The acting head of U.S. cybersecurity under President Donald Trump uploaded sensitive government documents to ChatGPT, triggering fresh concerns over AI use inside federal agencies and the handling of classified or restricted information.
A routine experiment that escalated into a security issue
A senior U.S. official tasked with safeguarding federal cyber infrastructure uploaded sensitive government materials into ChatGPT, according to reporting first published by TechCrunch. The incident involves the acting national cybersecurity chief during President Donald Trump’s administration, raising questions about how emerging AI tools are being used — and misused — at the highest levels of government.
The documents, while not publicly released in full, reportedly contained non-public government information. Their submission to a third-party generative AI platform has alarmed cybersecurity professionals, who warn that even limited disclosures can introduce long-term risks once data enters external systems.
How the documents reached ChatGPT
According to the report, the official used ChatGPT as part of routine work-related experimentation, seeking assistance with summarisation and analysis. In doing so, sensitive internal documents were uploaded directly into the system. While there is no indication that the information was classified at the highest levels, experts note that many government materials remain protected due to operational, legal, or national security implications.
The episode highlights a growing disconnect between the rapid adoption of generative AI tools and the slower pace of policy enforcement across public-sector institutions.
Why this matters for federal cybersecurity policy
The irony of the situation has not gone unnoticed.
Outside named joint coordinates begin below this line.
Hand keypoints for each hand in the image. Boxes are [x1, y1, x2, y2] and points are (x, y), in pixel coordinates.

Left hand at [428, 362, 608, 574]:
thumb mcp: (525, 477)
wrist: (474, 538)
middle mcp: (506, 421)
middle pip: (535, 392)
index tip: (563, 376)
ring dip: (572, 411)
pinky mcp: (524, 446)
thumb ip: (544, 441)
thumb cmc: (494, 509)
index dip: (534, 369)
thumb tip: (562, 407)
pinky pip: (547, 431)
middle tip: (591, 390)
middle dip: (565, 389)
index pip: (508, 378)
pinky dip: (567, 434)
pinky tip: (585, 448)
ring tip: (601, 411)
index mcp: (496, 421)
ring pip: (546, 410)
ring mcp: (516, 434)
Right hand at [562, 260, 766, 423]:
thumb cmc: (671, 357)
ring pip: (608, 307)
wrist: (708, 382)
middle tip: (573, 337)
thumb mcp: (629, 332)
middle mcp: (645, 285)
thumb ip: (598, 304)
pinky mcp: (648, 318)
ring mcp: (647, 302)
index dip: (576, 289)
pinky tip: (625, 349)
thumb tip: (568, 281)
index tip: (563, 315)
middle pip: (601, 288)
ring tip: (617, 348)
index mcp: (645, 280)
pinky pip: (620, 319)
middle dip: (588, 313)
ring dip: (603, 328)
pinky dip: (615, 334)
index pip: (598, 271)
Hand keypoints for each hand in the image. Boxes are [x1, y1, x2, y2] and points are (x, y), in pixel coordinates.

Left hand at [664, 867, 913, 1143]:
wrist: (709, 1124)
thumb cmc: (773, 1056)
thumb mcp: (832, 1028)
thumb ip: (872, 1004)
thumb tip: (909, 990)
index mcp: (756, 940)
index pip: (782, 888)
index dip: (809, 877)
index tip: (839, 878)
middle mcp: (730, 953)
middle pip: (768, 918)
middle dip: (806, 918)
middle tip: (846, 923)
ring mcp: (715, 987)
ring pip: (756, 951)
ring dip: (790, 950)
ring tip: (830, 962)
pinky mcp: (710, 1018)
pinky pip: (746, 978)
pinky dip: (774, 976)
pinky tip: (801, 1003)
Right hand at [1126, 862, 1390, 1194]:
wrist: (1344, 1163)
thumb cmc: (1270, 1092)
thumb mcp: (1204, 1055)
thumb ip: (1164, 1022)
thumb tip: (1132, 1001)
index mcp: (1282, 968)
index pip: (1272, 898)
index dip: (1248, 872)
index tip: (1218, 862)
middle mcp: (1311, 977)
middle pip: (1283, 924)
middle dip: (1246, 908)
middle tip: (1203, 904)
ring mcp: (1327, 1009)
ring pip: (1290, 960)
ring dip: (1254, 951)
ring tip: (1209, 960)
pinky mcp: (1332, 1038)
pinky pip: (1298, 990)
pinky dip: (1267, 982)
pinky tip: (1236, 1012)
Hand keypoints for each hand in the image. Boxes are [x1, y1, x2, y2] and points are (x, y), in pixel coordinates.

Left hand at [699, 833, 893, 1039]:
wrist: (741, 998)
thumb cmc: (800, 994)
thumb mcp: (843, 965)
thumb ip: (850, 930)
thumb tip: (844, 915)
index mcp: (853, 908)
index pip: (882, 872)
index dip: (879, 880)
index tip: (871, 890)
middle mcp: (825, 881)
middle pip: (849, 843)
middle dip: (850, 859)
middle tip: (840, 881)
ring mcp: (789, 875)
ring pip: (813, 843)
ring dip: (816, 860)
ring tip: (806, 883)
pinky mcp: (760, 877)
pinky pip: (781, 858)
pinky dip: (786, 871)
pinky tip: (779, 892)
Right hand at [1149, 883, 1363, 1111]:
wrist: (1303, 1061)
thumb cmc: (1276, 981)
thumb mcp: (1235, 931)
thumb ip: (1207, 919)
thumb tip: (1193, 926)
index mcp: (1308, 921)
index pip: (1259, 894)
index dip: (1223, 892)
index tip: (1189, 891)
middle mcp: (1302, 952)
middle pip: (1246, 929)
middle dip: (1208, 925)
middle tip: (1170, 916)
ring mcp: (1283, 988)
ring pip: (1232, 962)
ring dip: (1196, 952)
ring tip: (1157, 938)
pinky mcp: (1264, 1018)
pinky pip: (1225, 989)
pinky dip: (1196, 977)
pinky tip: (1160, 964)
The acting cybersecurity chief oversees policy and guidance intended to protect federal agencies from data leaks, foreign intelligence collection, and digital exposure. Uploading sensitive documents to an external AI system runs counter to long-standing federal data-handling protocols.
Cybersecurity specialists point out that even when AI providers claim not to train models on user data, the act of transferring sensitive material outside secure government environments can violate internal rules and risk unintended retention or access.
A broader problem across government and enterprise
The incident underscores a wider challenge facing governments and large organisations globally. Generative AI tools like ChatGPT are increasingly embedded into daily workflows, often ahead of clear rules governing what can and cannot be shared.
In recent months, multiple agencies and enterprises have issued internal warnings restricting employee use of consumer AI tools for official work. Enforcement, however, remains uneven, particularly among senior officials who may view experimentation as low-risk.
What happens next
While there has been no public confirmation of disciplinary action, the incident is expected to prompt renewed scrutiny of AI governance inside U.S. federal agencies. Lawmakers and regulators are already debating whether stricter controls — or government-approved AI systems — are needed to prevent sensitive information from leaking into commercial platforms.
For now, the episode serves as a cautionary signal. As generative AI becomes a standard productivity tool, even those responsible for cybersecurity are not immune to missteps. The challenge for governments will be balancing innovation with discipline, ensuring that enthusiasm for AI does not outpace the safeguards designed to protect public data.